The crudités you choose to serve with this are of course up to you… But then again, it’s hard to beat the combination of red rare beef and salty grey sauce. I cooked the steak you see opposite – a slice of rump 2.cm thick – for 3 minutes each side in a cast-iron frying pan, rested it in foil for 5 minutes, then sliced it thinly against the grain, flung it excitedly on a plate, dribbled the elixir over it and scattered a few finely chopped chives on top, and dolloped more sauce on my plate as I ate.

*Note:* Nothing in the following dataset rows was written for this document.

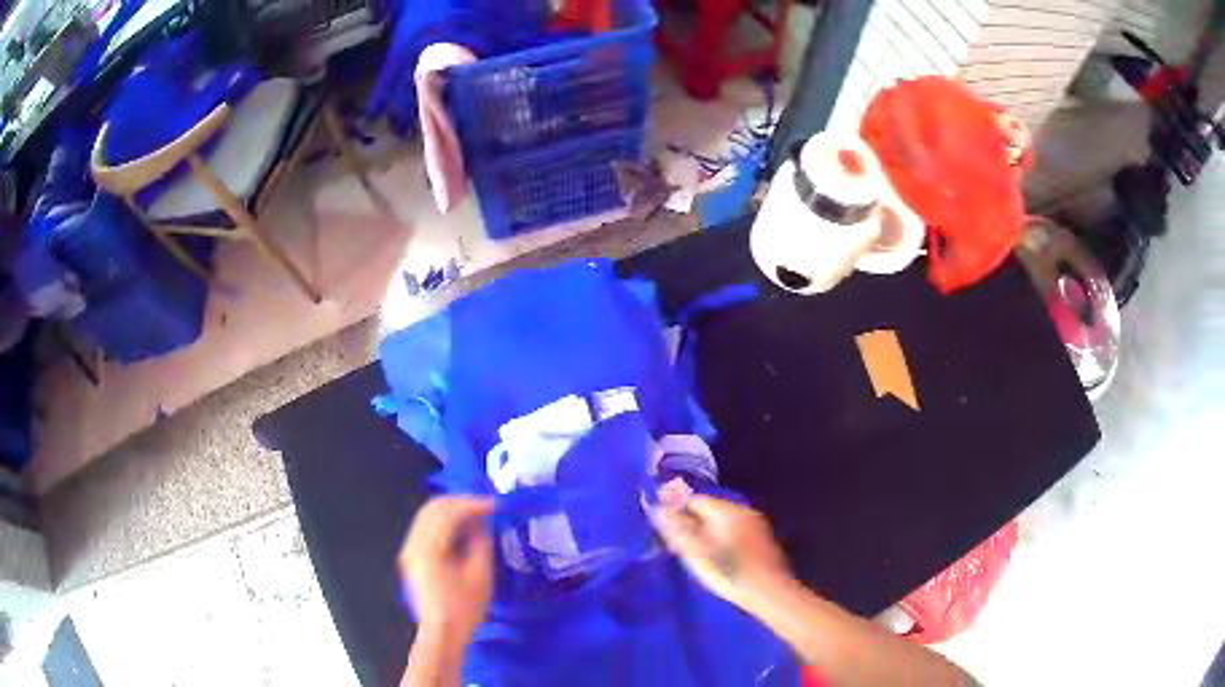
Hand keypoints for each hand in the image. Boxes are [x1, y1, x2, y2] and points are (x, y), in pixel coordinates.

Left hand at [398, 496, 493, 648]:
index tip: (494, 505)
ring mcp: (410, 549)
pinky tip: (462, 529)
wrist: (442, 633)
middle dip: (460, 502)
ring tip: (477, 516)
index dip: (473, 505)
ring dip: (452, 511)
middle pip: (433, 508)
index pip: (448, 513)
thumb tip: (481, 522)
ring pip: (427, 515)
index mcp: (429, 548)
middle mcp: (413, 543)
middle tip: (485, 507)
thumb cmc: (464, 608)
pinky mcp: (412, 557)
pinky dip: (444, 522)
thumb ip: (479, 543)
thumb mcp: (480, 575)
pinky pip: (426, 527)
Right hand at [653, 496, 791, 612]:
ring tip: (696, 553)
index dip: (677, 511)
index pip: (695, 499)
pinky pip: (736, 532)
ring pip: (724, 521)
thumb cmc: (729, 571)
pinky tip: (720, 558)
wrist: (770, 592)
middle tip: (678, 545)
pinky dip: (724, 540)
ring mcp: (756, 524)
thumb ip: (676, 528)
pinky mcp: (763, 540)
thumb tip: (657, 507)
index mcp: (727, 509)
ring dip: (708, 532)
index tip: (665, 530)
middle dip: (692, 522)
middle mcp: (744, 510)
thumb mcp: (696, 552)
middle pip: (710, 509)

I’ve altered Jim Lahey’s original recipe to suit my own tastes. I suggest you do too, so by all means proceed with less garlic and lemon than I have stipulated below, tasting to see if you want, like me, to go for maximum punch.
|For the anchovy elixir:|
|3||fat cloves of garlic, peeled|
|2½ x 15ml tbsp||lemon juice|
|175ml||extra-virgin olive oil|
You will need: a blender or stick blender
1. It might be wisest to follow the preparation instructions that come on the packet of your salt-packed anchovies, but what I do is soak them in a dish (about 23cm square) of cold water for 5 minutes, then throw the water out, fill up again, and leave to soak in the fresh water for a further 5. Then rinse each anchovy under the tap with the cold water running, tearing away and discarding the tails. If you want to remove the bones, too, be my guest; you will thereby gain huge respect for those who fillet anchovies for a living.
2. If using a bullet or other high-speed blender, put the soaked and drained anchovies, and all the remaining ingredients, into it, and blitz until you have a smooth, buff-grey and gloopily fluid sauce.
3. If using a stick blender, put the soaked and drained anchovies into a bowl with the garlic and lemon juice and blitz to a paste. Still blitzing, gradually pour in a third of the oil, and when that’s absorbed, a third of the water, and carry on in this vein until both are used up.